The next step in the Engineering Manager. In this role, you will be “Managing” a collection of inter-related modules/projects. In this role, the focus on timely delivery, people management and quality are higher than technical design & architecture. But, you are very much an Engineer and may be required to occasionally write quick hacks, frameworks for your developers to build atop.

The main difference is you will be responsible for the delivery of multiple projects in a related area. You will be expected to optimise the resources (Devs, Testers, etc.) available with you to maximise the outputs of your group, across multiple projects/modules

In this role, you’d be

  • Expected to actively engage with the Product Management teams to define what needs to be built
  • Defining how you will measure the outcomes of what your team is building and quantify the outcomes with metrics
  • Ensuring quality, getting stakeholder alignment and signoffs
  • Macromanage the overall deliverables of your group

The Pivot – Tech, Product, Solution Architect

The next step in your career gives you two options. One with people management, P&L accountability and other a purely technical role. If you’re planning for a pureplay technical role, some organisations have Staff Engineer, Principal Engineer etc. In essence, they are mostly a combination of Tech Lead+Architect type roles. Depending on your seniority/tenure and organisational context, you may be reporting to an Engineering/Delivery Manager, Director/VP or the CTO. In this rolw,

  • You will work closely with Engineering Managers, Quality Assurance leads/managers and Product Owners to design the system architecture, define the performance baselines
  • You will work with Tech Leads and Sr.Devs to drive the performance, redundancy, scalability among other stuff.
  • You will be called into discussions/decide when the team can’t reach consensus on engineering choices

Engineering Manager to Director of Engineering

A Director of Engineering role is completely different. You now have multiple leads+managers, likely multiple projects within a general focus area of the organisation. This will mean there will be way more individual deliverables and project milestones than you can track in detail on a regular basis. Now you have to manage both people and projects “from the outside” rather than “from the inside”. You’ll likely start appreciating the metrics and dashboards, as they will help you in tracking those multiple projects and deadlines, schedules, overruns etc.

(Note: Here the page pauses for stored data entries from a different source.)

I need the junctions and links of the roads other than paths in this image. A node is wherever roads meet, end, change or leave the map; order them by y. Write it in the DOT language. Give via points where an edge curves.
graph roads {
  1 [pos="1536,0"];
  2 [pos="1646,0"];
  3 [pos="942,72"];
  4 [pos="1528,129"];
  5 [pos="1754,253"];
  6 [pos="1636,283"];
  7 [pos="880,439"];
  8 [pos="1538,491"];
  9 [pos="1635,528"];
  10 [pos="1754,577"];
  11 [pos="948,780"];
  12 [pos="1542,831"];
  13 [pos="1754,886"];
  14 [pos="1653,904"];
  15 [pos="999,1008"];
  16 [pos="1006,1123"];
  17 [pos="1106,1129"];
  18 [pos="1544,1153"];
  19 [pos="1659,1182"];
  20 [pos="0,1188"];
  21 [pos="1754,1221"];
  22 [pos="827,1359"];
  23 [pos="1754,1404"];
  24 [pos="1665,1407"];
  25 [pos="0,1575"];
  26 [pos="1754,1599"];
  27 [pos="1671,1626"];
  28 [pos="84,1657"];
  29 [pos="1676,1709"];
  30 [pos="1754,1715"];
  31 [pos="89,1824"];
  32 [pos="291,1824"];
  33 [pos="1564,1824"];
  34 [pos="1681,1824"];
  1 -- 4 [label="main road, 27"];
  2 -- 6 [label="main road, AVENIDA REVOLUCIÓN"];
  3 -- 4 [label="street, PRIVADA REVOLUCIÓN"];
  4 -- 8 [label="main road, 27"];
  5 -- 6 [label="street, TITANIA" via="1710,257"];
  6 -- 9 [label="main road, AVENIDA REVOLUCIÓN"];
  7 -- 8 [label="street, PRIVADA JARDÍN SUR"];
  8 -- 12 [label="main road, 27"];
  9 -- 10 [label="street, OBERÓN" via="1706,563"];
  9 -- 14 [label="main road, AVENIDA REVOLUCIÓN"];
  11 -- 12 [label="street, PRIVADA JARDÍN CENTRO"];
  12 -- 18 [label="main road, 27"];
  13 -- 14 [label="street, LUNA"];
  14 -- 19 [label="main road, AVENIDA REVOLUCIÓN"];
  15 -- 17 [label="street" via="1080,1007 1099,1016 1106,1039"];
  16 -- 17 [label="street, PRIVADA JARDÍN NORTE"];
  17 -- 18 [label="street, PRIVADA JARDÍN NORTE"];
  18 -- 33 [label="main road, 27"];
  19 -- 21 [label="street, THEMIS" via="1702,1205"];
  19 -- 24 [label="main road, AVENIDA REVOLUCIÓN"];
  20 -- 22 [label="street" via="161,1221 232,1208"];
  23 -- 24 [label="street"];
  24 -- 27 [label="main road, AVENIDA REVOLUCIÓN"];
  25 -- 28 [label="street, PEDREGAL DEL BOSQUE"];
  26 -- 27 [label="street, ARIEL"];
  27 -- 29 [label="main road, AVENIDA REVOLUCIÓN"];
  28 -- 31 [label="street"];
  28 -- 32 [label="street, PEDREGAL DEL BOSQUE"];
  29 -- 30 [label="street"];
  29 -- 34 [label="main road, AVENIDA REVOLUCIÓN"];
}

You have to make sure that your managers and leads are managing their resources appropriately and support them in their effort rather than managing individual contributors and projects directly.

Lots of great technical leaders have difficulty making this transition.

While being an engineering lead/manager is certainly managing, it’s type of managing from “within the project” is much easier than “managing from outside the project” and as a director, you almost always have to manage multiple people and projects “from the outside”.

Also, as a director, you will be responsible for a number of aspects of the culture, such us

  • What kind of people are you hiring, setting responsibilities and workload expectations,
  • What is the team(s) doing for fun, how do they interact with other functions
  • What kinds of performance is rewarded/encouraged vs punished/discouraged.

Now, moving to some serious responsibilities, you may be the first major line of responsibility for what to do when things does not work,

  • an employee not working out,
  • a project falling behind,
  • a project not meeting it’s objectives,
  • hiring not happening in time, etc…

While most of these things are the direct responsibility of the engineering manager, the engineering manager is usually not left to face these issues alone, they work on it with the director and the director is expected to guide the process to the right decision/outcome.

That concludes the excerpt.